В обсуждении постинга с этим куском vvagrВитя Агроскин написал коммент, в котором обратил внимание на несоответствие авторского пересказа одного из выступлений и русской цитаты, приведенной в скобках.

Вопрос, очевидно, был просто мелкий, никак не затрагивающий собственно сюжет исследования, но я решил не ограничиваться своими домыслами о том, как оно могло произойти, а написать напрямую автору. При этом с Дэвидом Ширером я никогда знаком не был и о моем существовании он, естественно, и подозревать не мог.

И как отреагировал более чем состоявшийся профессор на письмо от бог весть кого? Не просто разыскал свои старые конспекты, сделанные в московском архиве двадцать шесть лет назад, но еще попросил жену сходить в этот архив и найти тот самый документ.
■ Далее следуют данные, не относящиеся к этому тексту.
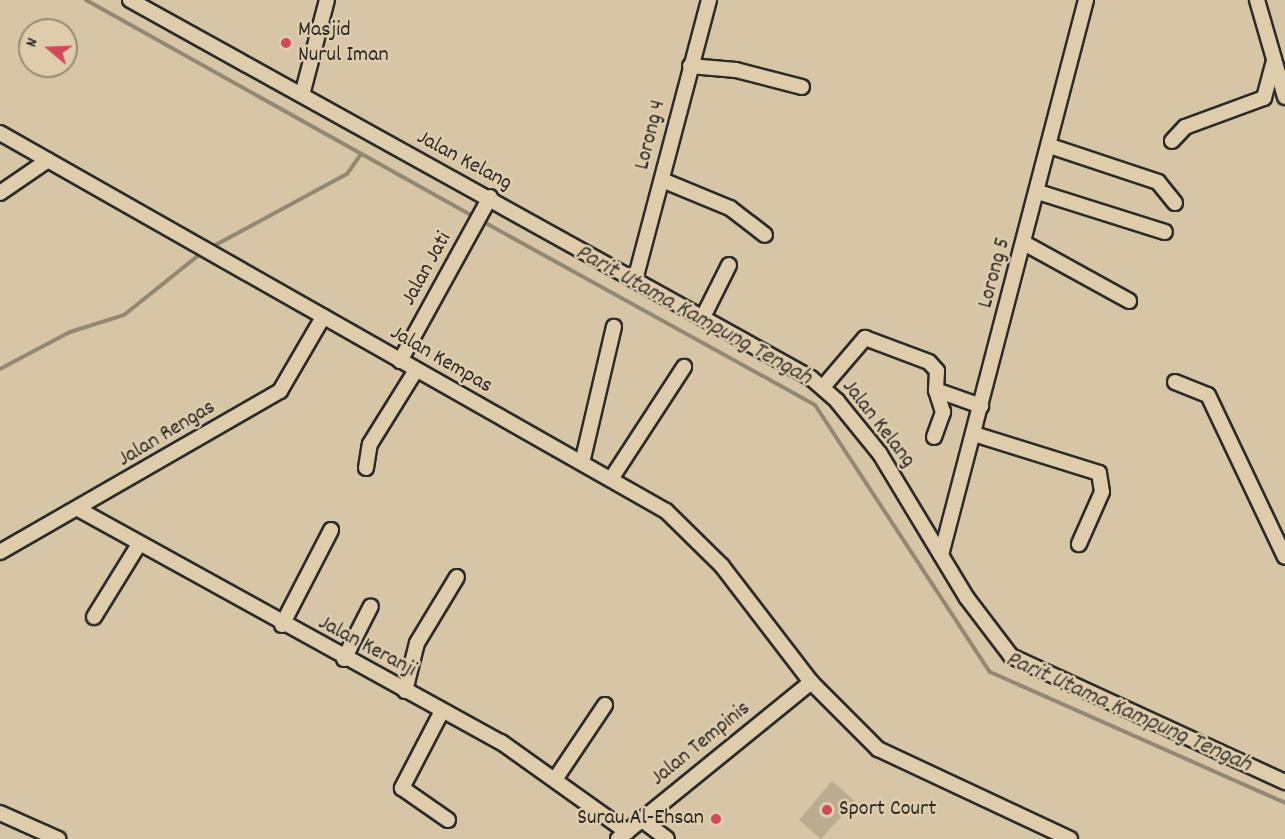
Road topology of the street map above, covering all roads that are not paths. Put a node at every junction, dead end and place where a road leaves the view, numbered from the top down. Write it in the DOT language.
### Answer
graph roads {
  1 [pos="130,0"];
  2 [pos="327,0"];
  3 [pos="709,0"];
  4 [pos="1086,0"];
  5 [pos="1257,0"];
  6 [pos="1274,60"];
  7 [pos="690,66"];
  8 [pos="802,87"];
  9 [pos="302,95"];
  10 [pos="1285,98"];
  11 [pos="0,133"];
  12 [pos="1172,141"];
  13 [pos="1050,146"];
  14 [pos="48,160"];
  15 [pos="662,180"];
  16 [pos="1038,192"];
  17 [pos="0,193"];
  18 [pos="490,197"];
  19 [pos="1175,203"];
  20 [pos="1166,232"];
  21 [pos="765,235"];
  22 [pos="1024,243"];
  23 [pos="729,265"];
  24 [pos="635,280"];
  25 [pos="1129,301"];
  26 [pos="323,317"];
  27 [pos="703,317"];
  28 [pos="614,327"];
  29 [pos="400,361"];
  30 [pos="684,367"];
  31 [pos="416,370"];
  32 [pos="1175,382"];
  33 [pos="823,387"];
  34 [pos="936,390"];
  35 [pos="981,406"];
  36 [pos="974,434"];
  37 [pos="934,437"];
  38 [pos="582,463"];
  39 [pos="366,468"];
  40 [pos="611,479"];
  41 [pos="80,510"];
  42 [pos="331,531"];
  43 [pos="139,544"];
  44 [pos="1079,544"];
  45 [pos="0,552"];
  46 [pos="941,555"];
  47 [pos="1285,557"];
  48 [pos="457,577"];
  49 [pos="371,606"];
  50 [pos="94,617"];
  51 [pos="282,625"];
  52 [pos="344,659"];
  53 [pos="811,682"];
  54 [pos="405,691"];
  55 [pos="605,705"];
  56 [pos="442,711"];
  57 [pos="556,778"];
  58 [pos="1285,782"];
  59 [pos="0,813"];
  60 [pos="448,820"];
  61 [pos="642,820"];
  62 [pos="622,836"];
  63 [pos="58,839"];
  64 [pos="667,839"];
  65 [pos="1070,839"];
  1 -- 9 [label="street, Jalan Kelang"];
  2 -- 9 [label="street"];
  3 -- 7 [label="street, Lorong 4"];
  4 -- 13 [label="street, Lorong 5"];
  5 -- 6 [label="street"];
  6 -- 10 [label="street"];
  6 -- 12 [label="street"];
  7 -- 8 [label="street"];
  7 -- 15 [label="street, Lorong 4"];
  9 -- 18 [label="street, Jalan Kelang"];
  11 -- 14 [label="street, Jalan Kempas"];
  13 -- 16 [label="street, Lorong 5"];
  13 -- 19 [label="street"];
  14 -- 17 [label="street"];
  14 -- 26 [label="street, Jalan Kempas"];
  15 -- 21 [label="street"];
  15 -- 24 [label="street, Lorong 4"];
  16 -- 20 [label="street"];
  16 -- 22 [label="street, Lorong 5"];
  18 -- 24 [label="street, Jalan Kelang"];
  18 -- 29 [label="street, Jalan Jati"];
  22 -- 25 [label="street"];
  22 -- 35 [label="street, Lorong 5"];
  23 -- 27 [label="street"];
  24 -- 27 [label="street, Jalan Kelang"];
  26 -- 29 [label="street, Jalan Kempas"];
  26 -- 41 [label="street, Jalan Rengas"];
  27 -- 33 [label="street, Jalan Kelang"];
  28 -- 38 [label="street"];
  29 -- 31 [label="street, Jalan Kempas"];
  30 -- 40 [label="street"];
  31 -- 38 [label="street, Jalan Kempas"];
  31 -- 39 [label="street"];
  32 -- 47 [label="street"];
  33 -- 34 [label="street"];
  33 -- 46 [label="street, Jalan Kelang"];
  34 -- 35 [label="street"];
  34 -- 37 [label="street"];
  35 -- 36 [label="street, Lorong 5"];
  36 -- 44 [label="street"];
  36 -- 46 [label="street, Lorong 5"];
  38 -- 40 [label="street, Jalan Kempas"];
  40 -- 53 [label="street, Jalan Kempas"];
  41 -- 43 [label="street, Jalan Keranji"];
  41 -- 45 [label="street, Jalan Rengas"];
  42 -- 51 [label="street"];
  43 -- 50 [label="street"];
  43 -- 51 [label="street, Jalan Keranji"];
  46 -- 58 [label="street, Jalan Kelang"];
  48 -- 54 [label="street"];
  49 -- 52 [label="street"];
  51 -- 52 [label="street, Jalan Keranji"];
  52 -- 54 [label="street, Jalan Keranji"];
  53 -- 61 [label="street, Jalan Tempinis"];
  53 -- 65 [label="street, Jalan Kempas"];
  54 -- 56 [label="street, Jalan Keranji"];
  55 -- 57 [label="street"];
  56 -- 57 [label="street, Jalan Keranji"];
  56 -- 60 [label="street"];
  57 -- 62 [label="street, Jalan Keranji"];
  59 -- 63 [label="street"];
  61 -- 62 [label="street, Jalan Tempinis"];
  61 -- 64 [label="street"];
}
В итоге, собственно, все оказалось примерно так, как я и предполагал: выступающий заявил, что "говорить о том, что тезисы тов. Коссиора или тезисы тов. Рябовола имеют что-либо общее с практической жизнью, в которой нам приходится работать, явно не приходится"
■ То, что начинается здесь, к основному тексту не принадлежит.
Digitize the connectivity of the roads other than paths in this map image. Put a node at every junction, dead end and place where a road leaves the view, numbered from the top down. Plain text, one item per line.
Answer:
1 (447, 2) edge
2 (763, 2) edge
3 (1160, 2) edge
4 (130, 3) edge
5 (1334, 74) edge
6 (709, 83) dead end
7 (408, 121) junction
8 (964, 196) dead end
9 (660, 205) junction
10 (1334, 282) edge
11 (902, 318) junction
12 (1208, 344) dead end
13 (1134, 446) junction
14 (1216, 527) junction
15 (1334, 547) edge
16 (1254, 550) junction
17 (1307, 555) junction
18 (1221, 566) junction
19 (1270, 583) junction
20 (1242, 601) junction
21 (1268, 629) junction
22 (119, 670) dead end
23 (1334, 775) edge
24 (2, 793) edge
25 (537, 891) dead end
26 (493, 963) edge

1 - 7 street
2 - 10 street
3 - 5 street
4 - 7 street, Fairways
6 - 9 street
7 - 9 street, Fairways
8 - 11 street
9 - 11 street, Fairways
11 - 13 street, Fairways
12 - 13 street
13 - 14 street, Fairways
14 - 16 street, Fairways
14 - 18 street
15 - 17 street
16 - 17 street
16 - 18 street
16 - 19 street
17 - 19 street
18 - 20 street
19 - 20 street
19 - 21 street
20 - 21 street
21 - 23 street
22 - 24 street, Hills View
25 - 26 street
Мне кажется, что эта маленькая история служит хорошей иллюстрацией того, какой должна быть этика настоящего исследователя. Естественно, все куски из переписки выкладываются с предварительно полученного разрешения Ширера.

Спасибо, Дэвид!



**********

Thank you so much for your kind letter, and your interest in my book. It seems to have found a second life, recently. Your inquiry sent me to a set of filing cabinets that I have not opened in 25-27 years. I did not have much hope, since may notes from those years, of course, were all written long hand in those old ubiquitous burgundy colored Soviet тетради. I was impressed with my young self, though, in that I kept pretty good inventory records of my notes. I was able to find your reference in about ten minutes.
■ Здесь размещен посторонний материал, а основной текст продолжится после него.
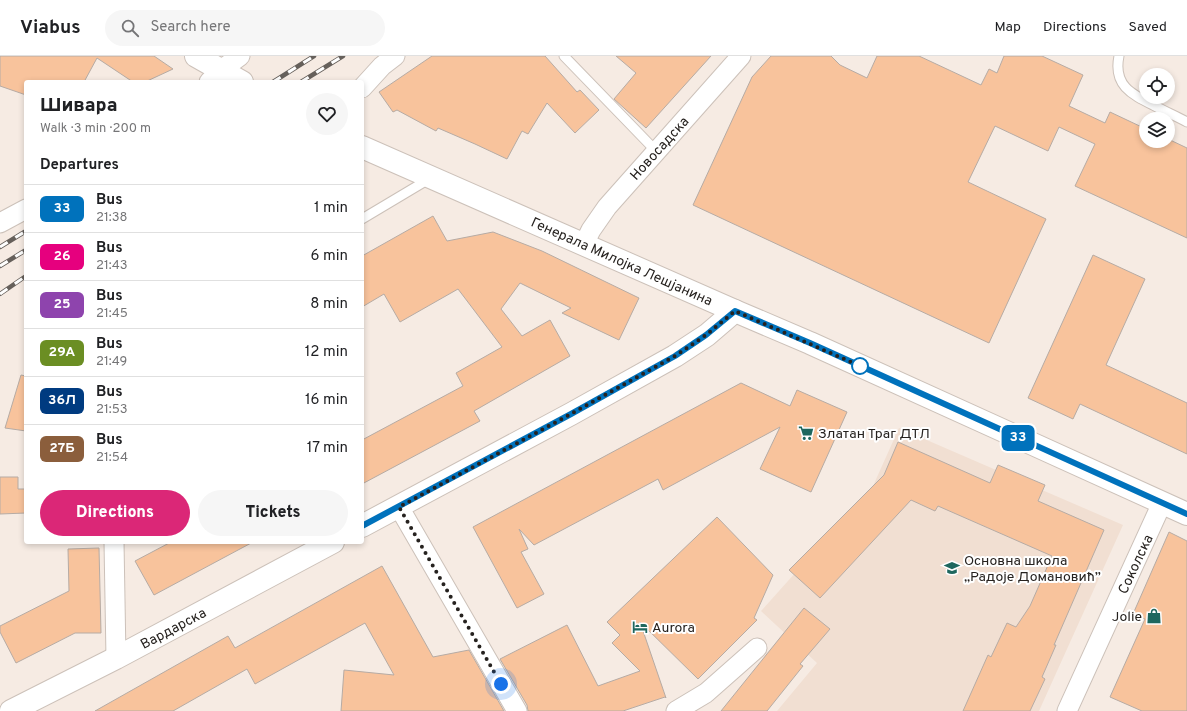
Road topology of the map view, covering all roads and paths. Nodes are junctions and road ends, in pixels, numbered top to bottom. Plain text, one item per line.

An interesting reference. In my notes I have written Явно не приходится, but I have a question mark after it in parentheses. And, I translated it as if it were Явно не пригодится. So, I am not sure what to say right now. I do not have the original book ms. text anymore, so I cannot check to see what I originally wrote in the ms. I believe that my Russian at the time was good enough to know that Явно не приходится did not make sense, which is why I had the question mark, and also why I translated it as Явно не пригодится. How Явно не приходится made it into the published version, I am not sure. I am certain that If I had translated the phrase as “wholly useless” (Явно не пригодится), I would not have used the phrase Явно не приходится in the ms. So, maybe the book reference is my careless mistake in the ms. or the editor’s mistake? I am about 99 percent certain that the phrase must have been Явно не пригодится. But that still leaves the question why my original archive note has Явно не приходится with a question mark. A couple of explanations come to mind: 1) typed records from that time were often blurred, and it might not have been clear. Also, 2) typed records from that time were done on typewriters in which keys sometimes did not work properly. Stenographers would substitute keys for those that did not work. I remember clearly and often substitutions of the number 3 for the letters з or э. It is possible that the stenographer used х for г. Maybe. Maybe not. Most likely, though, the stenographer made a mistake or the typed record was blurred, which often happened as well. In any case, my wife is in Moscow and she is often in GARF, the state archive of the Russian Federation. GARF and RGAE are in the same complex. I sent her the reference and she can check it if she is in the archive in the couple of weeks.

Your email and blog sent me back to the book, which I have not visited in a long time. There are several things that I would do differently about that book, if I were to revisit it. I would highlight the technocratic aspects of the Stalinist/Rabkrin model more than I did. You may be familiar with Loren Graham at MIT who writes about technical specialists who opposed Stalin. Opposition to the Stalinist model came, of course, from many economists, as a number of scholars point out. But, in contrast to Loren’s arguments, many engineers saw in that command-administrative model a way to break away from commercial-economic constraints and use the state to release the full potential of technological power. I can imagine that for many that was a seductive idea. The other change I would make in the book would be to re-contextualize the discussions about socialism. I read them now and wince at their naiveté. But, that is a discussion for another time.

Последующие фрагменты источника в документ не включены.